[GIVEN ENTRIES — start]

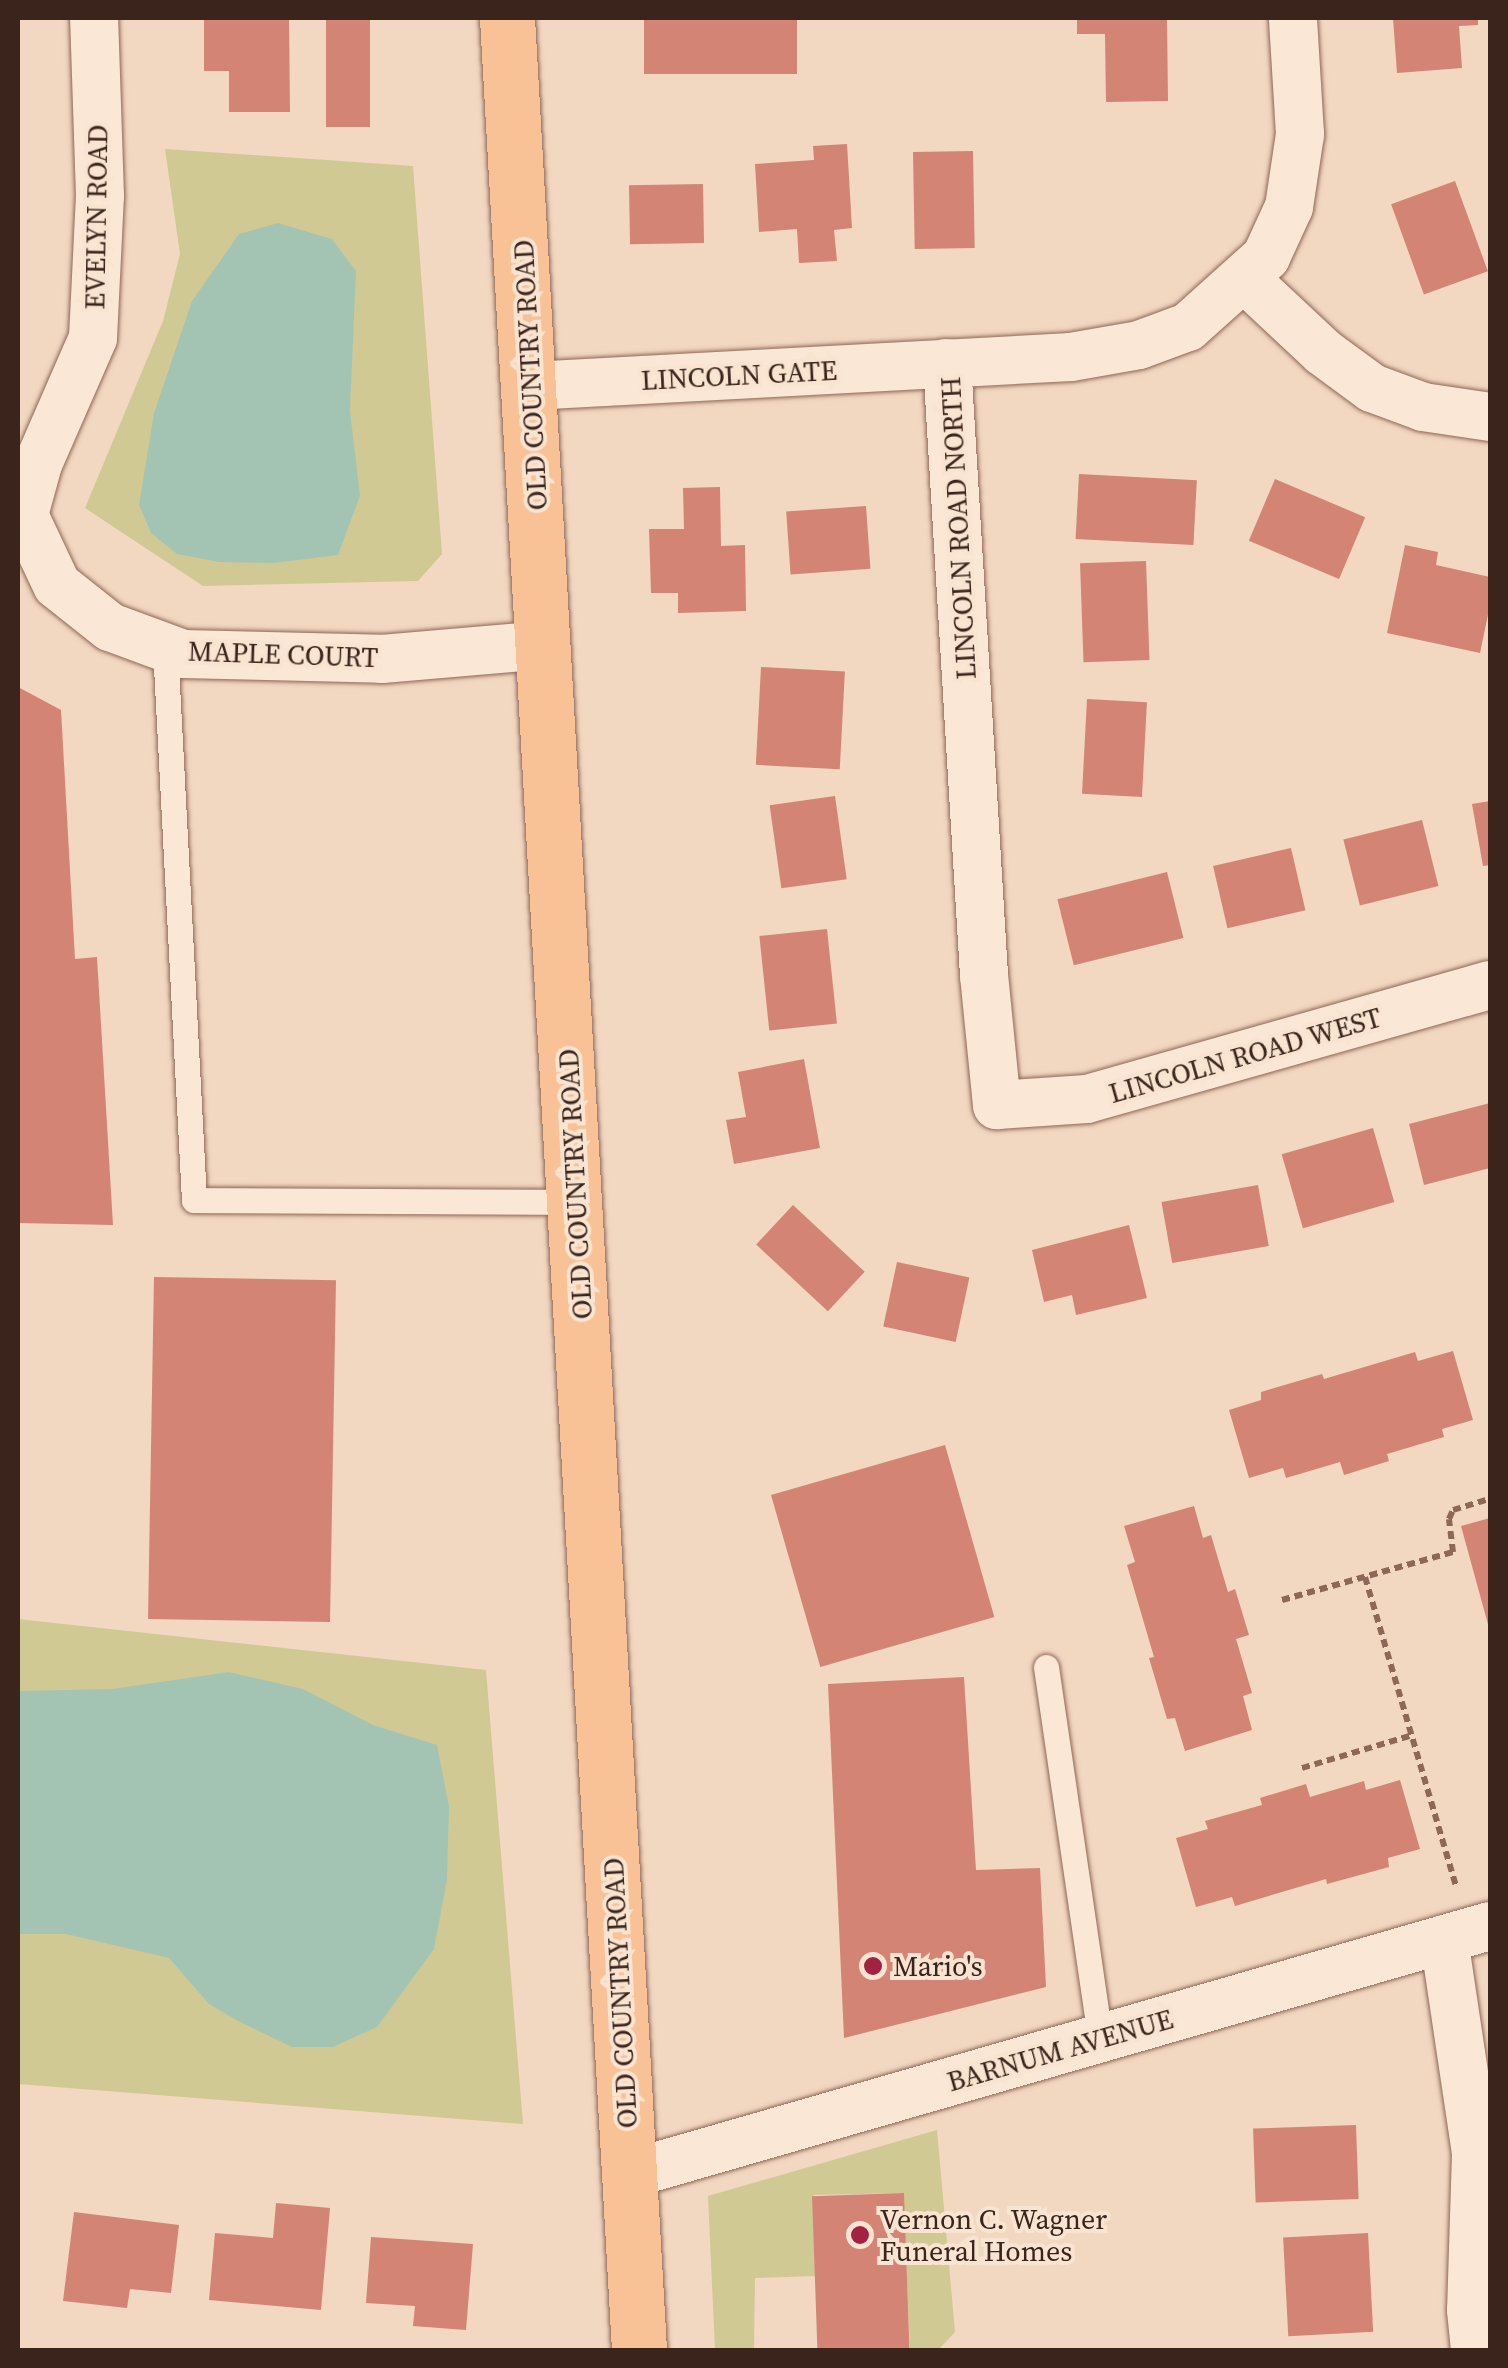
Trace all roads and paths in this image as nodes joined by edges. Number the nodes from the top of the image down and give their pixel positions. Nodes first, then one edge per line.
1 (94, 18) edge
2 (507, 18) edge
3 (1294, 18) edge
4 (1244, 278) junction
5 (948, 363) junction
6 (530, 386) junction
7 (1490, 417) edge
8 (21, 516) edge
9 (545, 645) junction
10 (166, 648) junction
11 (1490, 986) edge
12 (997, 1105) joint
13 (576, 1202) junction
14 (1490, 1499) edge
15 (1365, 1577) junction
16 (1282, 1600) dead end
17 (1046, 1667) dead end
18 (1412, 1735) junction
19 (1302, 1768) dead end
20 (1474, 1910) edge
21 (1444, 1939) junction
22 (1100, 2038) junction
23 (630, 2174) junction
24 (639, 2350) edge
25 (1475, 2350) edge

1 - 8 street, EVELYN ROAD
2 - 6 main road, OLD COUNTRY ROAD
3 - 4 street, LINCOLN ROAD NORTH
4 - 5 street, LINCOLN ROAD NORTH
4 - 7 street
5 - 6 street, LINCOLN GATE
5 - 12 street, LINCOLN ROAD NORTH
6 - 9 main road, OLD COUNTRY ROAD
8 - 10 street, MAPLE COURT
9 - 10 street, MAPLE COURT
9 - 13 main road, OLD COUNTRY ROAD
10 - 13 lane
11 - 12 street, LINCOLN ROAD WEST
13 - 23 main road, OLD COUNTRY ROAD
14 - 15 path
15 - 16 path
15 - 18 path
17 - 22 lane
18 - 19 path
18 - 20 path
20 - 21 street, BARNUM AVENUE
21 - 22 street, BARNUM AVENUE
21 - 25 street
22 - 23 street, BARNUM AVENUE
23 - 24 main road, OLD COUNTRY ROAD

[GIVEN ENTRIES — finish]

WORK ITEM: What is the number of lines in the material above that carry the word "MAPLE"? Respond with that count and nothing more.

SOLUTION FOR THIS PROBLEM: 2